If you share children, a business, or other obligations, pure no contact is not realistic and forcing it will create legal or financial problems. What you can do is structured contact, which is meaningfully different from ongoing friendship. Define the channels. Decide that communication happens only by text or email, only about the specific shared matter, and only during agreed hours. This is not a rule you need their agreement on. It is a boundary you set for yourself about how you respond. Do not respond to messages that are outside those categories. A text asking how you are doing is not a co-parenting message. You do not have to answer it on a timeline that keeps you tethered. Keep records of all communication if there is any financial or legal dimension involved. Brief, factual, and delayed responses are all completely reasonable. You are allowed to take hours to reply to something that is not urgent. The goal of structured contact is to make communication functional without making it emotional. That distinction is harder to maintain than it sounds, which is exactly why the structure matters in the first place.

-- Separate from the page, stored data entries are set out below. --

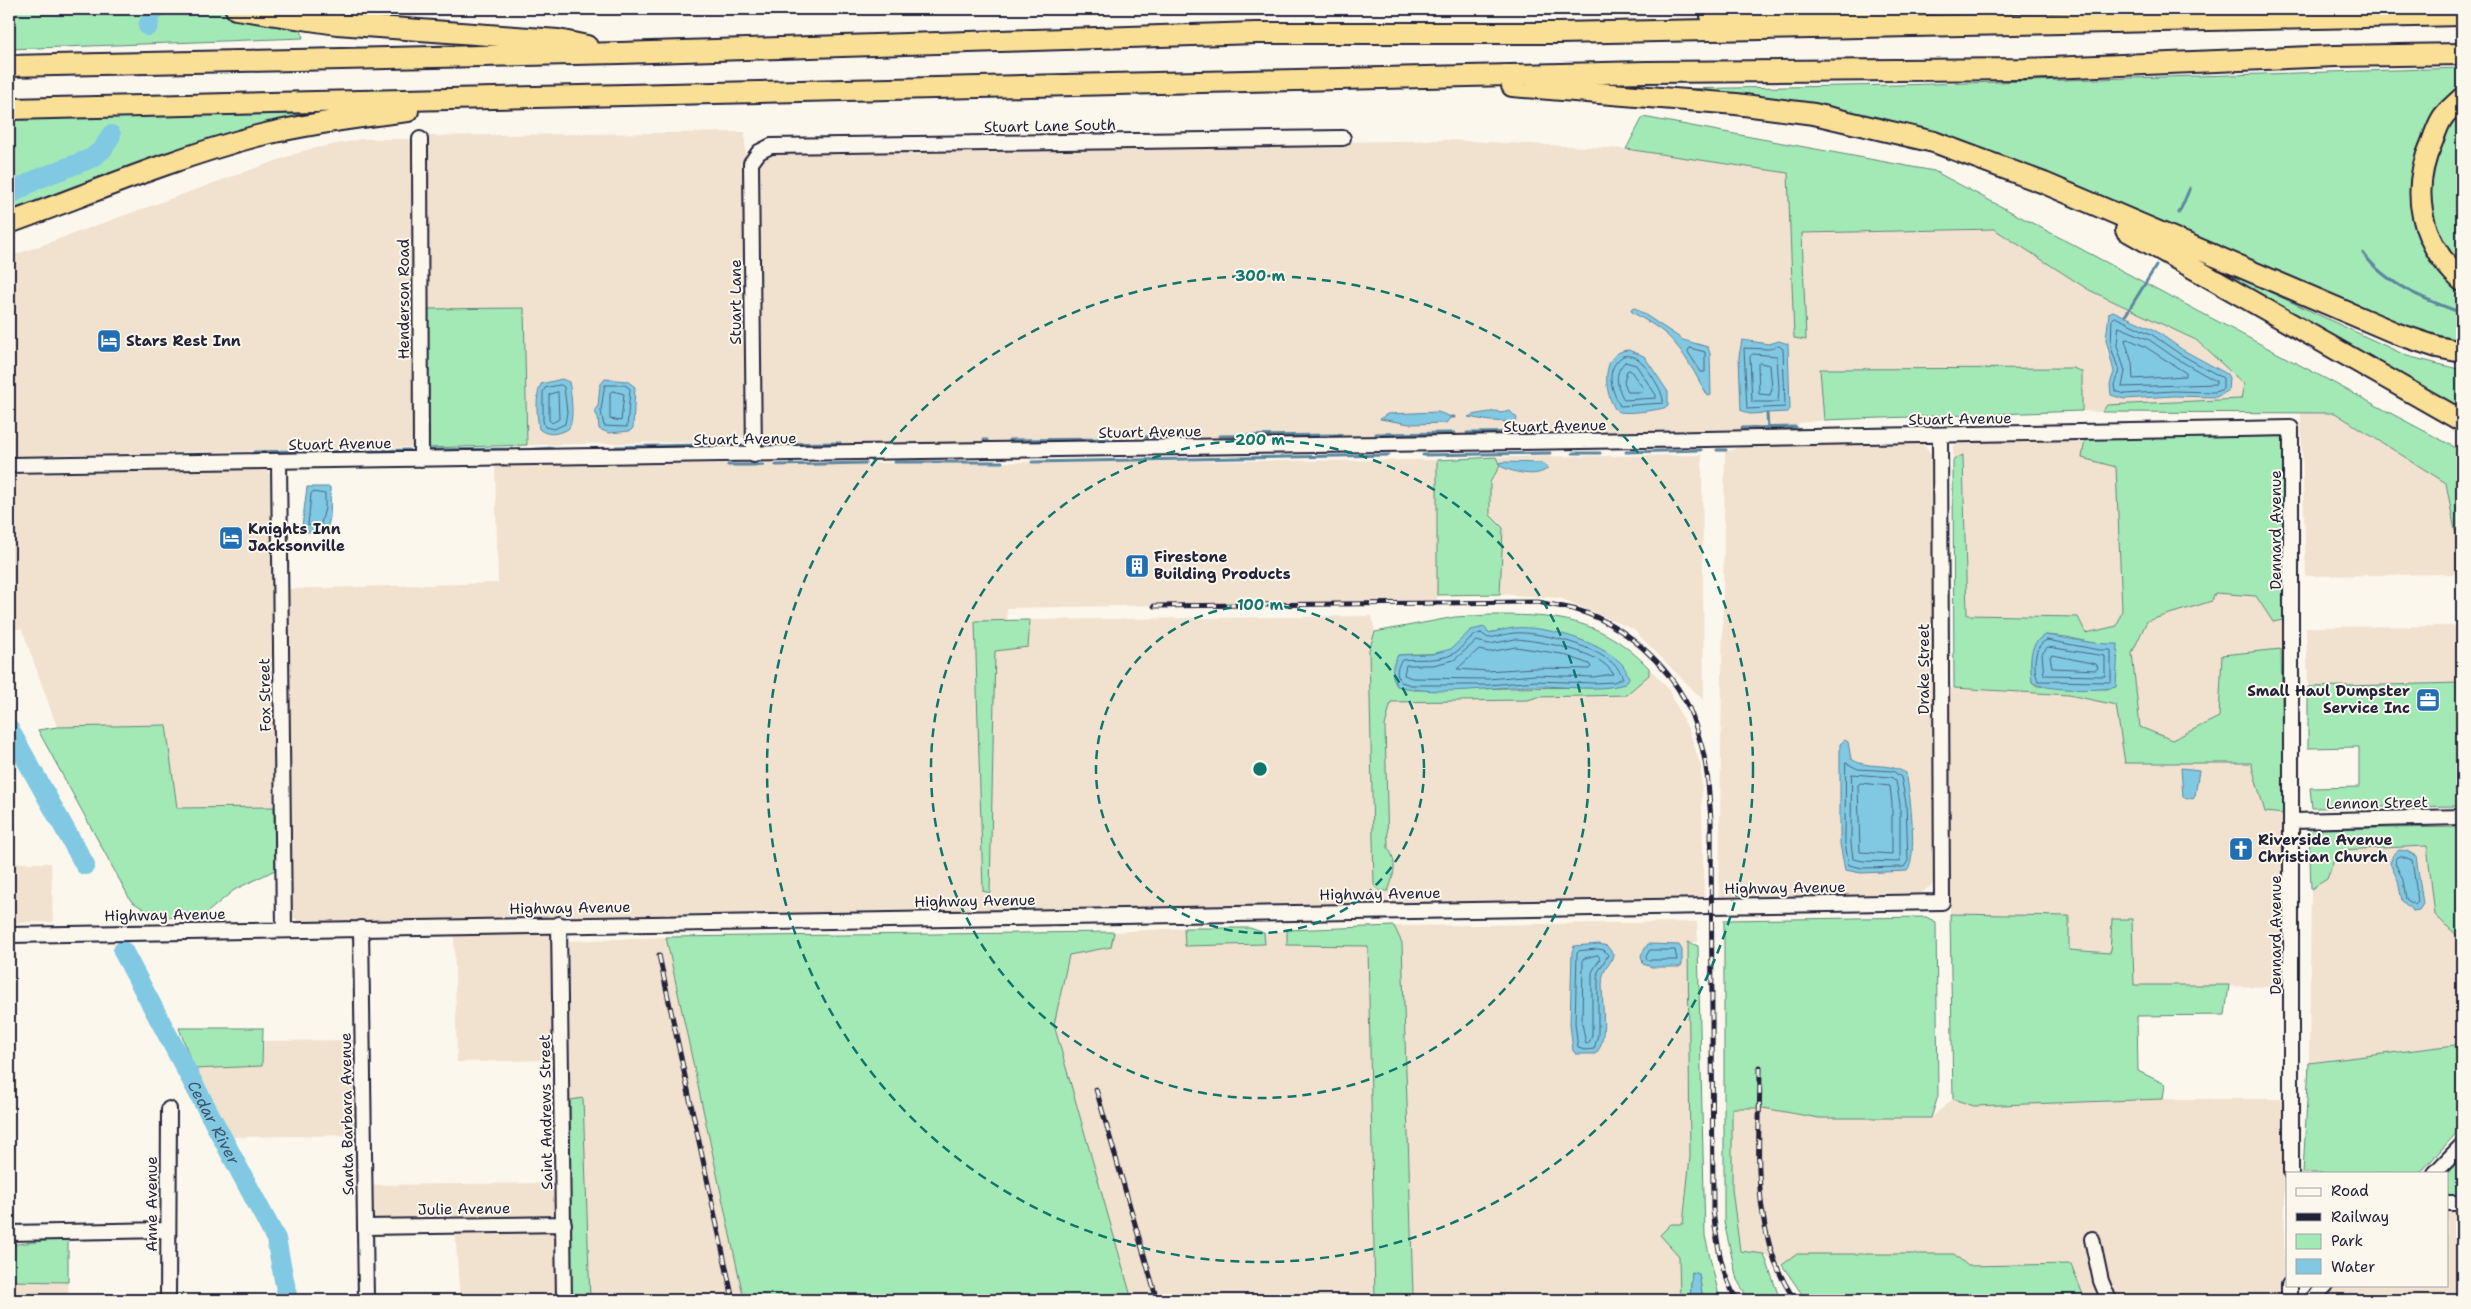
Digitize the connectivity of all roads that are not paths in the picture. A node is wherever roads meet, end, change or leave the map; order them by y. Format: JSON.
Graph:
{"nodes":[{"id":1,"x":236,"y":9,"type":"edge"},
{"id":2,"x":1907,"y":9,"type":"edge"},
{"id":3,"x":2462,"y":15,"type":"edge"},
{"id":4,"x":1558,"y":33,"type":"junction"},
{"id":5,"x":620,"y":53,"type":"junction"},
{"id":6,"x":2462,"y":54,"type":"edge"},
{"id":7,"x":9,"y":66,"type":"edge"},
{"id":8,"x":1459,"y":76,"type":"junction"},
{"id":9,"x":516,"y":97,"type":"junction"},
{"id":10,"x":2462,"y":98,"type":"edge"},
{"id":11,"x":9,"y":109,"type":"edge"},
{"id":12,"x":1343,"y":138,"type":"dead end"},
{"id":13,"x":420,"y":139,"type":"dead end"},
{"id":14,"x":758,"y":152,"type":"joint"},
{"id":15,"x":2044,"y":183,"type":"junction"},
{"id":16,"x":9,"y":223,"type":"edge"},
{"id":17,"x":2462,"y":281,"type":"edge"},
{"id":18,"x":2462,"y":352,"type":"edge"},
{"id":19,"x":2462,"y":421,"type":"edge"},
{"id":20,"x":2291,"y":428,"type":"joint"},
{"id":21,"x":1940,"y":436,"type":"junction"},
{"id":22,"x":754,"y":455,"type":"junction"},
{"id":23,"x":420,"y":459,"type":"junction"},
{"id":24,"x":279,"y":461,"type":"junction"},
{"id":25,"x":9,"y":465,"type":"edge"},
{"id":26,"x":2462,"y":817,"type":"edge"},
{"id":27,"x":2293,"y":821,"type":"junction"},
{"id":28,"x":1942,"y":902,"type":"joint"},
{"id":29,"x":559,"y":924,"type":"junction"},
{"id":30,"x":361,"y":928,"type":"junction"},
{"id":31,"x":284,"y":929,"type":"junction"},
{"id":32,"x":9,"y":935,"type":"edge"},
{"id":33,"x":169,"y":1109,"type":"dead end"},
{"id":34,"x":2462,"y":1145,"type":"edge"},
{"id":35,"x":2292,"y":1172,"type":"edge"},
{"id":36,"x":2437,"y":1172,"type":"edge"},
{"id":37,"x":2448,"y":1203,"type":"edge"},
{"id":38,"x":2462,"y":1203,"type":"edge"},
{"id":39,"x":564,"y":1224,"type":"junction"},
{"id":40,"x":366,"y":1227,"type":"junction"},
{"id":41,"x":167,"y":1230,"type":"junction"},
{"id":42,"x":9,"y":1232,"type":"edge"},
{"id":43,"x":2092,"y":1239,"type":"dead end"},
{"id":44,"x":2289,"y":1286,"type":"edge"},
{"id":45,"x":2325,"y":1286,"type":"edge"},
{"id":46,"x":168,"y":1300,"type":"edge"},
{"id":47,"x":366,"y":1300,"type":"edge"},
{"id":48,"x":564,"y":1300,"type":"edge"},
{"id":49,"x":2109,"y":1300,"type":"edge"},
{"id":50,"x":2289,"y":1300,"type":"edge"},
{"id":51,"x":2312,"y":1300,"type":"edge"}],
"edges":[{"from":1,"to":5,"type":"highway"},
{"from":2,"to":4,"type":"highway"},
{"from":3,"to":4,"type":"highway"},
{"from":4,"to":5,"type":"highway"},
{"from":5,"to":7,"type":"highway"},
{"from":6,"to":8,"type":"highway"},
{"from":8,"to":9,"type":"highway"},
{"from":8,"to":15,"type":"highway"},
{"from":9,"to":11,"type":"highway"},
{"from":9,"to":16,"type":"highway"},
{"from":10,"to":17,"type":"highway"},
{"from":12,"to":14,"type":"street","name":"Stuart Lane South"},
{"from":13,"to":23,"type":"street","name":"Henderson Road"},
{"from":14,"to":22,"type":"street","name":"Stuart Lane"},
{"from":15,"to":18,"type":"highway"},
{"from":15,"to":19,"type":"highway"},
{"from":20,"to":21,"type":"street","name":"Stuart Avenue"},
{"from":20,"to":27,"type":"street","name":"Dennard Avenue"},
{"from":21,"to":22,"type":"street","name":"Stuart Avenue"},
{"from":21,"to":28,"type":"street","name":"Drake Street"},
{"from":22,"to":23,"type":"street","name":"Stuart Avenue"},
{"from":23,"to":24,"type":"street","name":"Stuart Avenue"},
{"from":24,"to":25,"type":"street","name":"Stuart Avenue"},
{"from":24,"to":31,"type":"street","name":"Fox Street"},
{"from":26,"to":27,"type":"street","name":"Lennon Street"},
{"from":27,"to":35,"type":"street","name":"Dennard Avenue"},
{"from":28,"to":29,"type":"street","name":"Highway Avenue"},
{"from":29,"to":30,"type":"street","name":"Highway Avenue"},
{"from":29,"to":39,"type":"street","name":"Saint Andrews Street"},
{"from":30,"to":31,"type":"street","name":"Highway Avenue"},
{"from":30,"to":40,"type":"street","name":"Santa Barbara Avenue"},
{"from":31,"to":32,"type":"street","name":"Highway Avenue"},
{"from":33,"to":41,"type":"street","name":"Anne Avenue"},
{"from":34,"to":36,"type":"street"},
{"from":37,"to":38,"type":"street"},
{"from":39,"to":40,"type":"street","name":"Julie Avenue"},
{"from":39,"to":48,"type":"street","name":"Saint Andrews Street"},
{"from":40,"to":47,"type":"street","name":"Santa Barbara Avenue"},
{"from":41,"to":42,"type":"street"},
{"from":41,"to":46,"type":"street","name":"Anne Avenue"},
{"from":43,"to":49,"type":"street"},
{"from":44,"to":50,"type":"street"},
{"from":45,"to":51,"type":"street"}]}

Implement no contact with a real plan, not just a decision

If you do have the option of no contact and the research is clear that it helps, the next step is making it a system rather than a daily willpower exercise. Delete or archive the conversation thread so it is not the first thing you see. Unfollow or mute on every platform. This is not dramatic. It is the same logic as not keeping a food you are trying to stop eating on the kitchen counter. Remove the friction. Tell one or two people in your life that you are doing this, not to announce it publicly but so you have someone to text instead of your ex when the urge hits at 11pm on a Tuesday. Set a specific time frame to start, research suggests even a few weeks of consistent no contact begins to reduce distress, but longer windows allow for more significant adjustment. Some people find a 30-day benchmark useful because it is concrete enough to commit to. Others go 60 or 90 days. The number matters less than the consistency. The one thing that reliably extends the adjustment period is exceptions. Every exception resets the clock.

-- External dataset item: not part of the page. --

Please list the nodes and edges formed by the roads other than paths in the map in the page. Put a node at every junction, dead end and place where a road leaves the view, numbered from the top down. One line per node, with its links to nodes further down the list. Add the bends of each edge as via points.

Know what friendship with an ex can look like when it is actually real

There is a version of friendship with an ex that is genuine, and it is worth describing so you can recognize whether you are in it or not. It exists when significant time has passed, usually at least a year. It exists when both people have genuinely moved on, meaning they are not tracking each other's dating lives with a particular emotional charge. It exists when neither person would feel a specific kind of loss if the other started a serious relationship with someone new. It exists without any sexual contact or ambiguity. What it does not look like is checking in regularly while you are both single, staying close because it feels good to have them still nearby, or maintaining a friendship that your new partners consistently feel unsettled by. If you are asking this question in the first six months after the breakup, genuine friendship is almost certainly not what is on the table yet. That is not a character flaw. It is just accurate timing. The friendship some exes eventually build is built on a foundation that takes actual time to set.